Вначале Фиби попыталась открыть дверь лавки. Та не поддалась под ее рукой, да и белая занавеска, задернутая за окошком в верхней части двери, сразу же удивила Фиби. Не пытаясь больше войти через лавку, она отправилась к главному входу под арочным окном. Обнаружив, что тот закрыт, она постучала. В ответ лишь гулко отдалась пустота внутри. Фиби постучала снова и снова, прислушиваясь изо всех сил в надежде, что скрипнет пол под ногами Хепизбы и та привычной крадущейся походкой выйдет ее встречать. Однако воображаемые звуки терялись в такой мертвой тишине, что Фиби невольно задалась вопросом, не ошиблась ли она домом, хотя не узнать его не могла.
Ее внимание привлек детский голос, доносящийся издалека. Голос звал ее по имени. Взглянув в направлении звука, Фиби увидела маленького Неда Хиггинса, который с другого конца улицы топал ногами и яростно мотал головой, делая запрещающие жесты обеими руками и крича во всю силу своих легких:
– Нет, нет, Фиби! Не входи туда! Там что-то страшное! Не надо, не надо, не входи!

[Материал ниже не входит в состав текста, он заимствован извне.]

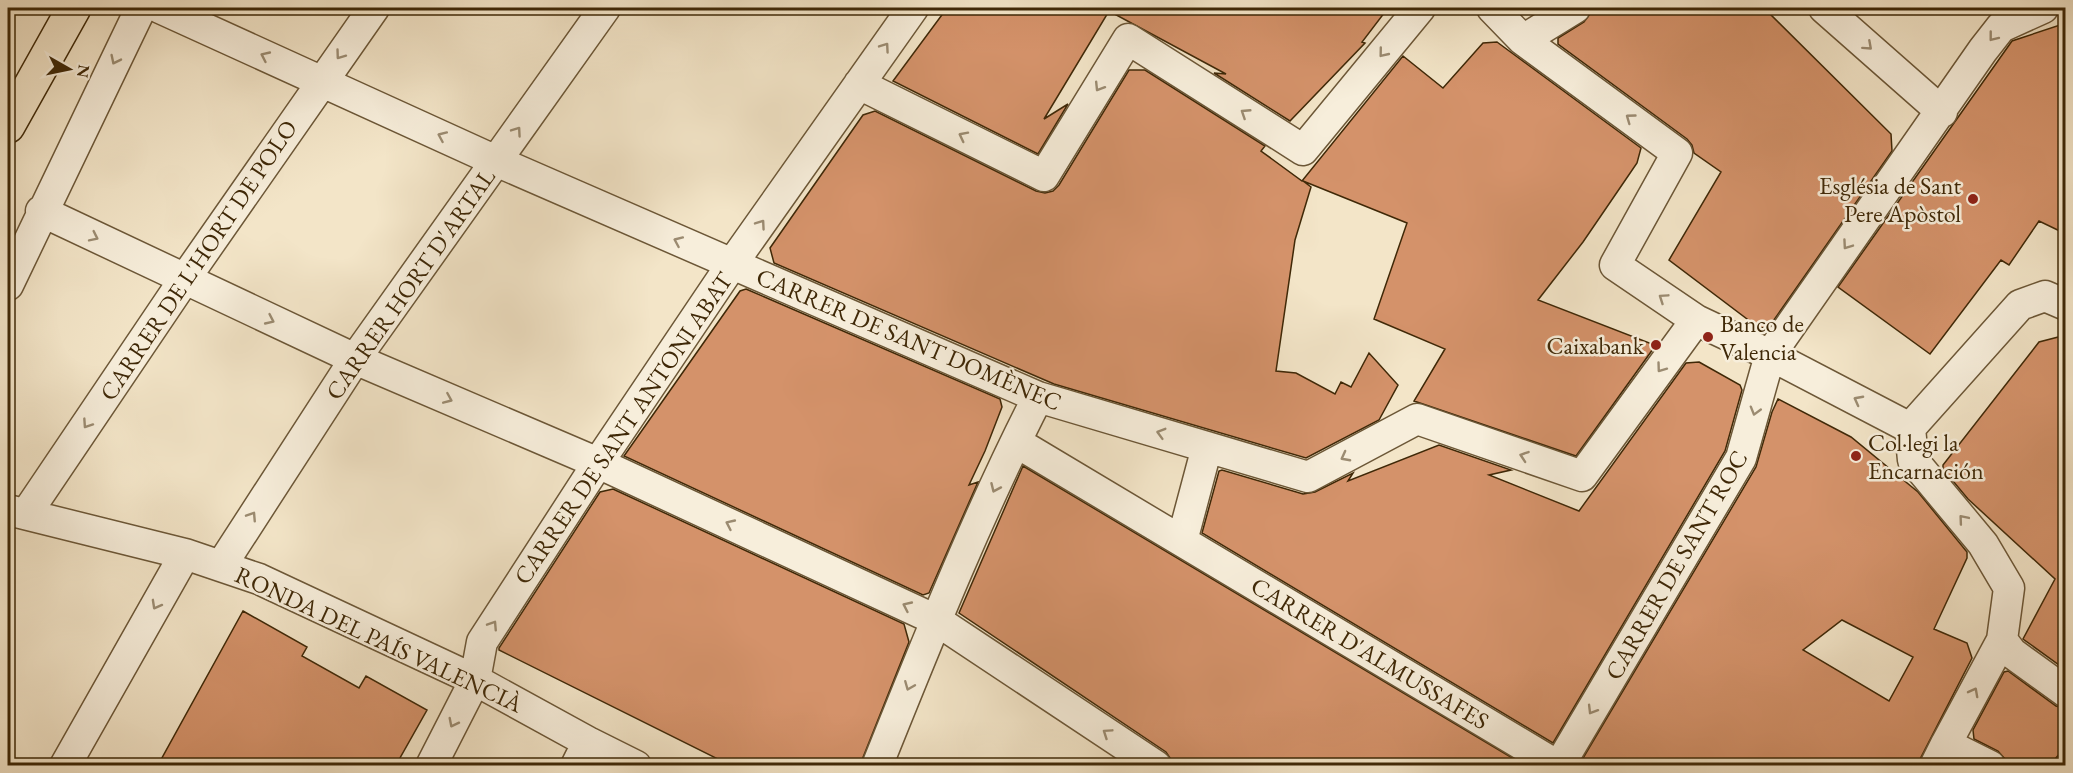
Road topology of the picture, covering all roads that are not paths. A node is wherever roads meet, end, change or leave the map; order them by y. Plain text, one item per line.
1 (74, 8) edge
2 (141, 8) edge
3 (160, 8) edge
4 (374, 8) edge
5 (605, 8) edge
6 (913, 8) edge
7 (1420, 8) edge
8 (1492, 8) edge
9 (1575, 8) edge
10 (1824, 8) edge
11 (2043, 8) edge
12 (1522, 40) junction
13 (321, 82) junction
14 (859, 84) junction
15 (1942, 111) junction
16 (8, 126) edge
17 (496, 160) junction
18 (41, 211) junction
19 (732, 264) junction
20 (184, 280) junction
21 (8, 285) edge
22 (2066, 304) edge
23 (1696, 320) junction
24 (1770, 355) junction
25 (355, 359) junction
26 (1038, 397) junction
27 (1910, 428) junction
28 (1016, 442) junction
29 (1207, 447) junction
30 (598, 463) junction
31 (17, 512) edge
32 (1182, 541) junction
33 (185, 554) junction
34 (221, 566) junction
35 (936, 620) junction
36 (2002, 640) junction
37 (475, 680) junction
38 (2066, 692) edge
39 (582, 754) edge
40 (1941, 755) edge
41 (66, 765) edge
42 (431, 765) edge
43 (636, 765) edge
44 (877, 765) edge
45 (1156, 765) edge
46 (1558, 765) edge
47 (1990, 765) edge

1 - 16 highway
2 -> 18 street
13 -> 3 street, CARRER DE SANT DOMÈNEC
4 -> 13 street, CARRER DE L'HORT DE POLO
17 -> 5 street, CARRER HORT D'ARTAL
14 -> 6 street, CARRER DE SANT ANTONI ABAT
7 -> 14 street
8 - 12 street
9 - 12 street
10 -> 15 street
11 -> 15 street, CARRER DE SANT ROC
23 -> 12 street
17 -> 13 street, CARRER DE SANT DOMÈNEC
13 - 20 street, CARRER DE L'HORT DE POLO
19 -> 14 street, CARRER DE SANT ANTONI ABAT
15 -> 24 street, CARRER DE SANT ROC
19 -> 17 street, CARRER DE SANT DOMÈNEC
17 - 25 street, CARRER HORT D'ARTAL
18 -> 20 street
18 - 21 street
19 - 26 street, CARRER DE SANT DOMÈNEC
19 - 30 street, CARRER DE SANT ANTONI ABAT
20 -> 25 street
20 -> 31 street, CARRER DE L'HORT DE POLO
22 - 27 street
23 - 24 street
23 -> 29 street, CARRER DE SANT DOMÈNEC
27 -> 24 street
24 -> 46 street, CARRER DE SANT ROC
25 -> 30 street
34 -> 25 street, CARRER HORT D'ARTAL
26 - 28 street
29 -> 26 street, CARRER DE SANT DOMÈNEC
36 -> 27 street
28 - 32 street, CARRER D'ALMUSSAFES
28 -> 35 street
29 - 32 street
35 -> 30 street
37 -> 30 street, CARRER DE SANT ANTONI ABAT
31 - 33 street, RONDA DEL PAÍS VALENCIÀ
32 - 46 street, CARRER D'ALMUSSAFES
33 - 34 street, RONDA DEL PAÍS VALENCIÀ
33 -> 41 street
34 - 37 street, RONDA DEL PAÍS VALENCIÀ
35 -> 44 street
45 -> 35 street
36 - 38 street
40 -> 36 street
37 - 39 street, RONDA DEL PAÍS VALENCIÀ
37 -> 42 street, CARRER DE SANT ANTONI ABAT
39 - 43 street, RONDA DEL PAÍS VALENCIÀ
40 - 47 street

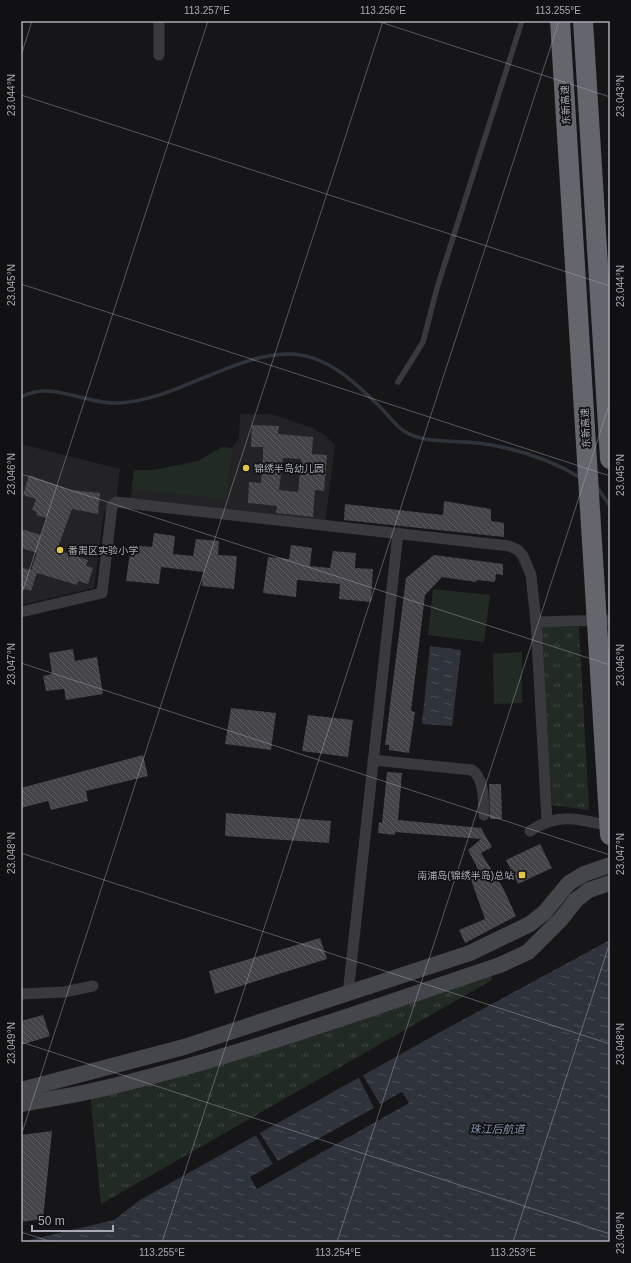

Но, поскольку маленький мальчик отказывался подходить и объясняться, Фиби заключила, что во время одного из своих визитов в лавку он испугался кузины Хепизбы, ведь поведение старой леди, говоря откровенно, вполне могло напугать детей до полусмерти, равно как и вызвать у них неподобающий смех. И все же после этого она лишь сильнее почувствовала, каким необъяснимо тихим и неприступным стал старый дом. Следующей целью Фиби стал сад; тот был теплым и ярким сегодня, и она не сомневалась, что Клиффорд и, возможно, Хепизба найдутся именно там, в тени беседки. Стоило ей войти в калитку, как семейство кур рванулось ей навстречу, то и дело взлетая в воздух; а странная старая кошка, которая охотилась под окном приемной, помчалась прочь, торопливо взобралась на забор и исчезла. Беседка была пуста, а на полу, стуле, столе и круговой скамейке все было мокрым, усыпанным листьями и ветками, которые разбросал вчерашний шторм. Растения в саду выросли невероятно, а сорняки воспользовались отсутствием Фиби и длительной непогодой, чтобы занять свое место среди цветов и зреющих овощей. Вода в колодце Молов хлынула через каменную окантовку и создала обширный пруд в углу сада.
Все это лишь подчеркивало, что за минувшие дни – возможно, что с самого отъезда Фиби, – нога человека не ступала в этот сад. Девушка нашла свою заколку под столом беседки, куда та упала в последний день, который они провели там с Клиффордом.
Фиби знала, что оба ее родственника способны на странности куда большие, нежели закрыться в старом доме, что они, похоже, и сделали. И все же, с неясным ощущением какой-то пропажи, с предчувствием, которое никак не могло обрести форму, она приблизилась к двери, через которую обычно входили и выходили в сад. Дверь была заперта изнутри, как и две предыдущие. Однако Фиби все равно постучала, и тут же, словно ее ожидали, дверь открылась с чьей-то невидимой помощью, не широко, но достаточно, чтобы Фиби могла протиснуться внутрь. Поскольку Хепизба, не желая показываться посторонним взглядам с улицы, открывала дверь именно так, Фиби заключила, что за дверью ее встречает кузина.
И без промедления переступила порог, а дверь мгновенно закрыли за ней.
Внезапно оказавшись в густоте теней, обитающих в коридорах старого дома, Фиби после яркого света на мгновение ослепла. Вначале она не знала, кто встретил ее и впустил. И, прежде чем ее глаза смогли привыкнуть к полумраку, руку девушки уверенно, но тепло и надежно сжали чужие пальцы, заставив ее сердце затрепетать от неизъяснимой радости. Фиби почувствовала, что ее ведут за собой, однако не в направлении приемной, а в большой нежилой зал, ранее служивший главной гостиной Дома с Семью Шпилями. Яркий солнечный свет свободно проникал в ничем не прикрытые окна залы, заливая давно запылившийся пол, и Фиби теперь ясно видела – впрочем, это не было для нее секретом с того самого мига, как теплые пальцы коснулись ее руки, – что не Хепизба, не Клиффорд, а Холгрейв встретил ее на пороге. Тонкое интуитивное ощущение или, точнее, смутное и неопределенное впечатление, что он сейчас скажет ей нечто важное, заставило Фиби поддаться его импульсу. Не отнимая руки, она вглядывалась в его лицо, сознавая, что за время ее отъезда положение семьи изменилось, пусть и не самым ужасным образом. А потому Фиби жаждала объяснений.